> **EXERCISE GOAL**:
Give the listing again exactly, omitting its images.

PROVIDED DATA Block Start

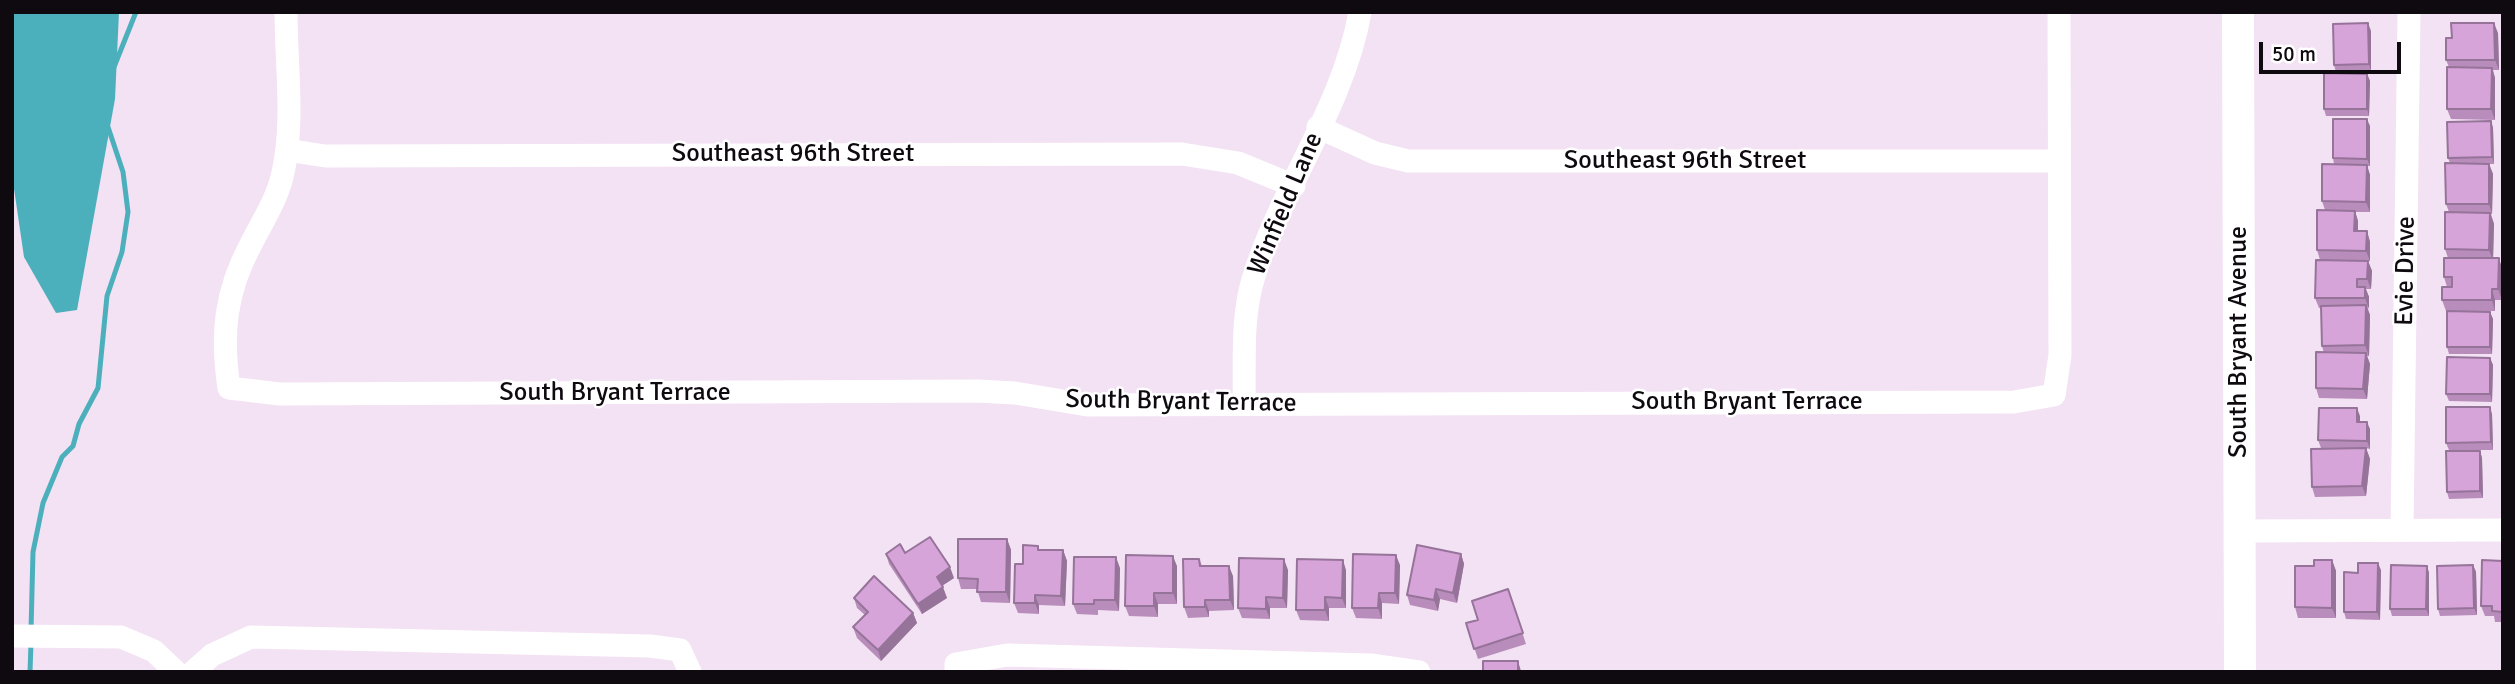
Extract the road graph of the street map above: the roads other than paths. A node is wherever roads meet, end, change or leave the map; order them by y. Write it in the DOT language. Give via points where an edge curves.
graph roads {
  1 [pos="286,12"];
  2 [pos="1360,12"];
  3 [pos="2059,12"];
  4 [pos="2238,12"];
  5 [pos="2409,12"];
  6 [pos="1318,127"];
  7 [pos="287,150"];
  8 [pos="2058,160"];
  9 [pos="1294,186"];
  10 [pos="1244,404"];
  11 [pos="2402,530"];
  12 [pos="2503,530"];
  13 [pos="2240,531"];
  14 [pos="12,636"];
  15 [pos="1189,666"];
  16 [pos="956,668"];
  17 [pos="1419,671"];
  18 [pos="176,672"];
  19 [pos="193,672"];
  20 [pos="690,672"];
  21 [pos="2240,672"];
  1 -- 7 [label="street, South Bryant Terrace"];
  2 -- 6 [label="street, Winfield Lane" via="1350,56"];
  3 -- 8 [label="street, South Bryant Terrace"];
  4 -- 13 [label="street, South Bryant Avenue"];
  5 -- 11 [label="street, Evie Drive"];
  6 -- 8 [label="street, Southeast 96th Street" via="1375,153 1408,162"];
  6 -- 9 [label="street, Winfield Lane"];
  7 -- 9 [label="street, Southeast 96th Street" via="338,156 1182,154 1238,163"];
  7 -- 10 [label="street, South Bryant Terrace" via="275,197 229,296 223,349 229,388 280,394 989,391 1087,405"];
  8 -- 10 [label="street, South Bryant Terrace" via="2060,355 2054,395 2001,402"];
  9 -- 10 [label="street, Winfield Lane" via="1250,289"];
  11 -- 12 [label="street"];
  11 -- 13 [label="street"];
  13 -- 21 [label="street, South Bryant Avenue"];
  14 -- 18 [label="street" via="121,637 154,651"];
  15 -- 16 [label="street" via="1007,655"];
  15 -- 17 [label="street" via="1371,665"];
  19 -- 20 [label="street" via="212,655 251,637 650,646 681,650"];
}
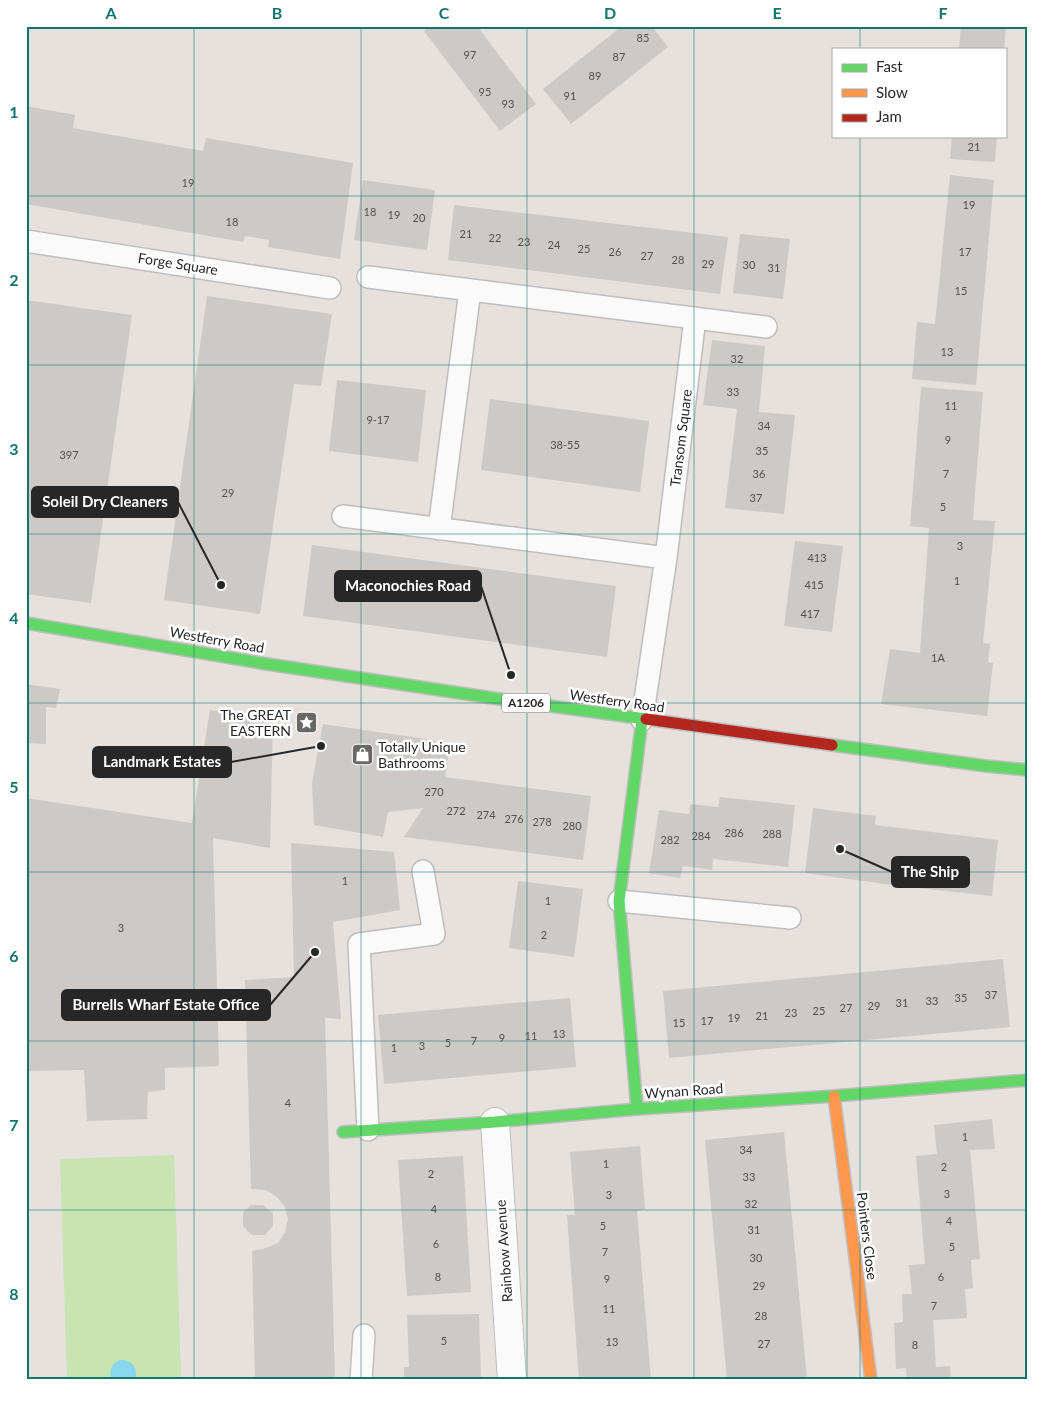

PROVIDED DATA Block End

> **REPLY**:
Extract the road graph of the street map above: the roads other than paths. A node is wherever roads meet, end, change or leave the map; order them by y. Write it in the DOT language. Give via points where an edge curves.
graph roads {
  1 [pos="286,12"];
  2 [pos="1360,12"];
  3 [pos="2059,12"];
  4 [pos="2238,12"];
  5 [pos="2409,12"];
  6 [pos="1318,127"];
  7 [pos="287,150"];
  8 [pos="2058,160"];
  9 [pos="1294,186"];
  10 [pos="1244,404"];
  11 [pos="2402,530"];
  12 [pos="2503,530"];
  13 [pos="2240,531"];
  14 [pos="12,636"];
  15 [pos="1189,666"];
  16 [pos="956,668"];
  17 [pos="1419,671"];
  18 [pos="176,672"];
  19 [pos="193,672"];
  20 [pos="690,672"];
  21 [pos="2240,672"];
  1 -- 7 [label="street, South Bryant Terrace"];
  2 -- 6 [label="street, Winfield Lane" via="1350,56"];
  3 -- 8 [label="street, South Bryant Terrace"];
  4 -- 13 [label="street, South Bryant Avenue"];
  5 -- 11 [label="street, Evie Drive"];
  6 -- 8 [label="street, Southeast 96th Street" via="1375,153 1408,162"];
  6 -- 9 [label="street, Winfield Lane"];
  7 -- 9 [label="street, Southeast 96th Street" via="338,156 1182,154 1238,163"];
  7 -- 10 [label="street, South Bryant Terrace" via="275,197 229,296 223,349 229,388 280,394 989,391 1087,405"];
  8 -- 10 [label="street, South Bryant Terrace" via="2060,355 2054,395 2001,402"];
  9 -- 10 [label="street, Winfield Lane" via="1250,289"];
  11 -- 12 [label="street"];
  11 -- 13 [label="street"];
  13 -- 21 [label="street, South Bryant Avenue"];
  14 -- 18 [label="street" via="121,637 154,651"];
  15 -- 16 [label="street" via="1007,655"];
  15 -- 17 [label="street" via="1371,665"];
  19 -- 20 [label="street" via="212,655 251,637 650,646 681,650"];
}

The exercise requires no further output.